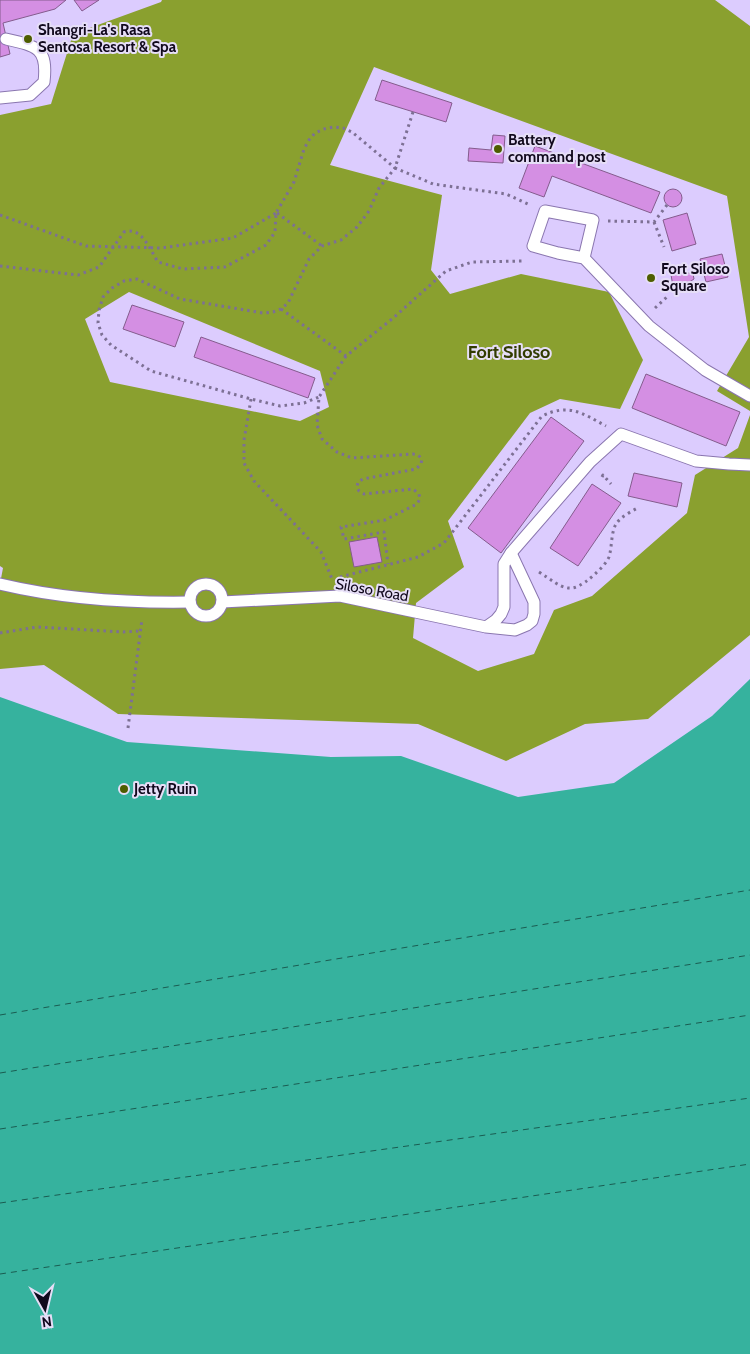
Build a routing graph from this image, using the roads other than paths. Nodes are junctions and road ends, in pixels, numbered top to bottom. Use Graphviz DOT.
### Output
graph roads {
  1 [pos="6,39"];
  2 [pos="0,98"];
  3 [pos="584,258"];
  4 [pos="750,396"];
  5 [pos="750,465"];
  6 [pos="511,552"];
  7 [pos="0,584"];
  8 [pos="190,602"];
  9 [pos="222,602"];
  10 [pos="486,627"];
  1 -- 2 [label="lane"];
  3 -- 3 [label="lane"];
  3 -- 4 [label="lane"];
  5 -- 6 [label="lane"];
  6 -- 10 [label="lane"];
  6 -- 10 [label="lane, Siloso Road"];
  7 -- 8 [label="lane"];
  8 -- 9 [label="lane"];
  8 -- 9 [label="lane"];
  9 -- 10 [label="lane, Siloso Road"];
}
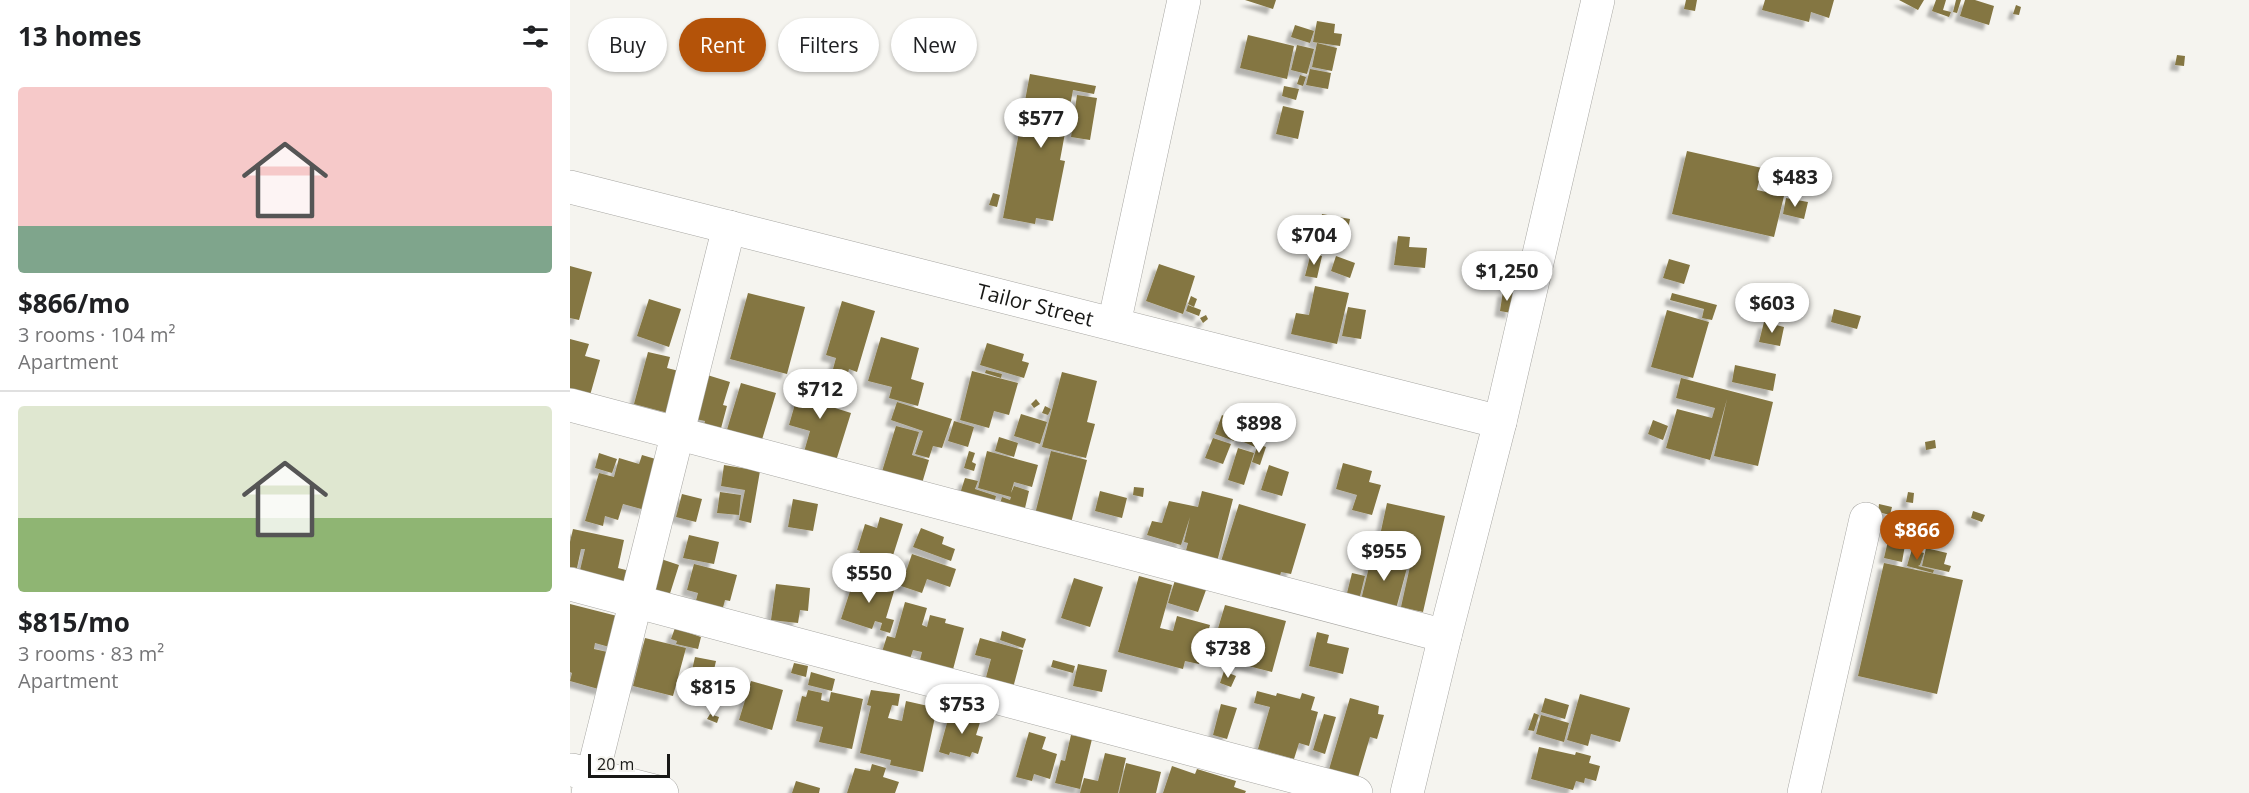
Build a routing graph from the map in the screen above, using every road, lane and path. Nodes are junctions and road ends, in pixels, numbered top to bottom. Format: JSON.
{"nodes":[{"id":1,"x":1184,"y":0,"type":"edge"},
{"id":2,"x":1598,"y":0,"type":"edge"},
{"id":3,"x":570,"y":187,"type":"edge"},
{"id":4,"x":729,"y":227,"type":"junction"},
{"id":5,"x":1114,"y":324,"type":"junction"},
{"id":6,"x":570,"y":405,"type":"edge"},
{"id":7,"x":1500,"y":422,"type":"junction"},
{"id":8,"x":678,"y":432,"type":"junction"},
{"id":9,"x":1866,"y":519,"type":"dead end"},
{"id":10,"x":570,"y":584,"type":"edge"},
{"id":11,"x":636,"y":600,"type":"junction"},
{"id":12,"x":1445,"y":636,"type":"junction"},
{"id":13,"x":583,"y":780,"type":"edge"},
{"id":14,"x":662,"y":793,"type":"edge"},
{"id":15,"x":1356,"y":793,"type":"edge"},
{"id":16,"x":1407,"y":793,"type":"edge"},
{"id":17,"x":1804,"y":793,"type":"edge"}],
"edges":[{"from":1,"to":5,"type":"street"},
{"from":2,"to":7,"type":"street"},
{"from":3,"to":4,"type":"street","name":"Tailor Street"},
{"from":4,"to":5,"type":"street","name":"Tailor Street"},
{"from":4,"to":8,"type":"street"},
{"from":5,"to":7,"type":"street","name":"Tailor Street"},
{"from":6,"to":8,"type":"street"},
{"from":7,"to":12,"type":"street"},
{"from":8,"to":11,"type":"street"},
{"from":8,"to":12,"type":"street"},
{"from":9,"to":17,"type":"street"},
{"from":10,"to":11,"type":"street"},
{"from":11,"to":13,"type":"street"},
{"from":11,"to":15,"type":"street"},
{"from":12,"to":16,"type":"street"},
{"from":13,"to":14,"type":"street"}]}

- [Problem description]
Transcribe every line of the listing above exactly; skip the pictures.

- [Solution]
Build a routing graph from this image, using the roads other than paths. Nodes are junctions and road ends, in pixels, numbered top to bottom. Use Graphviz DOT.
### Output
graph roads {
  1 [pos="6,39"];
  2 [pos="0,98"];
  3 [pos="584,258"];
  4 [pos="750,396"];
  5 [pos="750,465"];
  6 [pos="511,552"];
  7 [pos="0,584"];
  8 [pos="190,602"];
  9 [pos="222,602"];
  10 [pos="486,627"];
  1 -- 2 [label="lane"];
  3 -- 3 [label="lane"];
  3 -- 4 [label="lane"];
  5 -- 6 [label="lane"];
  6 -- 10 [label="lane"];
  6 -- 10 [label="lane, Siloso Road"];
  7 -- 8 [label="lane"];
  8 -- 9 [label="lane"];
  8 -- 9 [label="lane"];
  9 -- 10 [label="lane, Siloso Road"];
}
Build a routing graph from the map in the screen above, using every road, lane and path. Nodes are junctions and road ends, in pixels, numbered top to bottom. Format: JSON.
{"nodes":[{"id":1,"x":1184,"y":0,"type":"edge"},
{"id":2,"x":1598,"y":0,"type":"edge"},
{"id":3,"x":570,"y":187,"type":"edge"},
{"id":4,"x":729,"y":227,"type":"junction"},
{"id":5,"x":1114,"y":324,"type":"junction"},
{"id":6,"x":570,"y":405,"type":"edge"},
{"id":7,"x":1500,"y":422,"type":"junction"},
{"id":8,"x":678,"y":432,"type":"junction"},
{"id":9,"x":1866,"y":519,"type":"dead end"},
{"id":10,"x":570,"y":584,"type":"edge"},
{"id":11,"x":636,"y":600,"type":"junction"},
{"id":12,"x":1445,"y":636,"type":"junction"},
{"id":13,"x":583,"y":780,"type":"edge"},
{"id":14,"x":662,"y":793,"type":"edge"},
{"id":15,"x":1356,"y":793,"type":"edge"},
{"id":16,"x":1407,"y":793,"type":"edge"},
{"id":17,"x":1804,"y":793,"type":"edge"}],
"edges":[{"from":1,"to":5,"type":"street"},
{"from":2,"to":7,"type":"street"},
{"from":3,"to":4,"type":"street","name":"Tailor Street"},
{"from":4,"to":5,"type":"street","name":"Tailor Street"},
{"from":4,"to":8,"type":"street"},
{"from":5,"to":7,"type":"street","name":"Tailor Street"},
{"from":6,"to":8,"type":"street"},
{"from":7,"to":12,"type":"street"},
{"from":8,"to":11,"type":"street"},
{"from":8,"to":12,"type":"street"},
{"from":9,"to":17,"type":"street"},
{"from":10,"to":11,"type":"street"},
{"from":11,"to":13,"type":"street"},
{"from":11,"to":15,"type":"street"},
{"from":12,"to":16,"type":"street"},
{"from":13,"to":14,"type":"street"}]}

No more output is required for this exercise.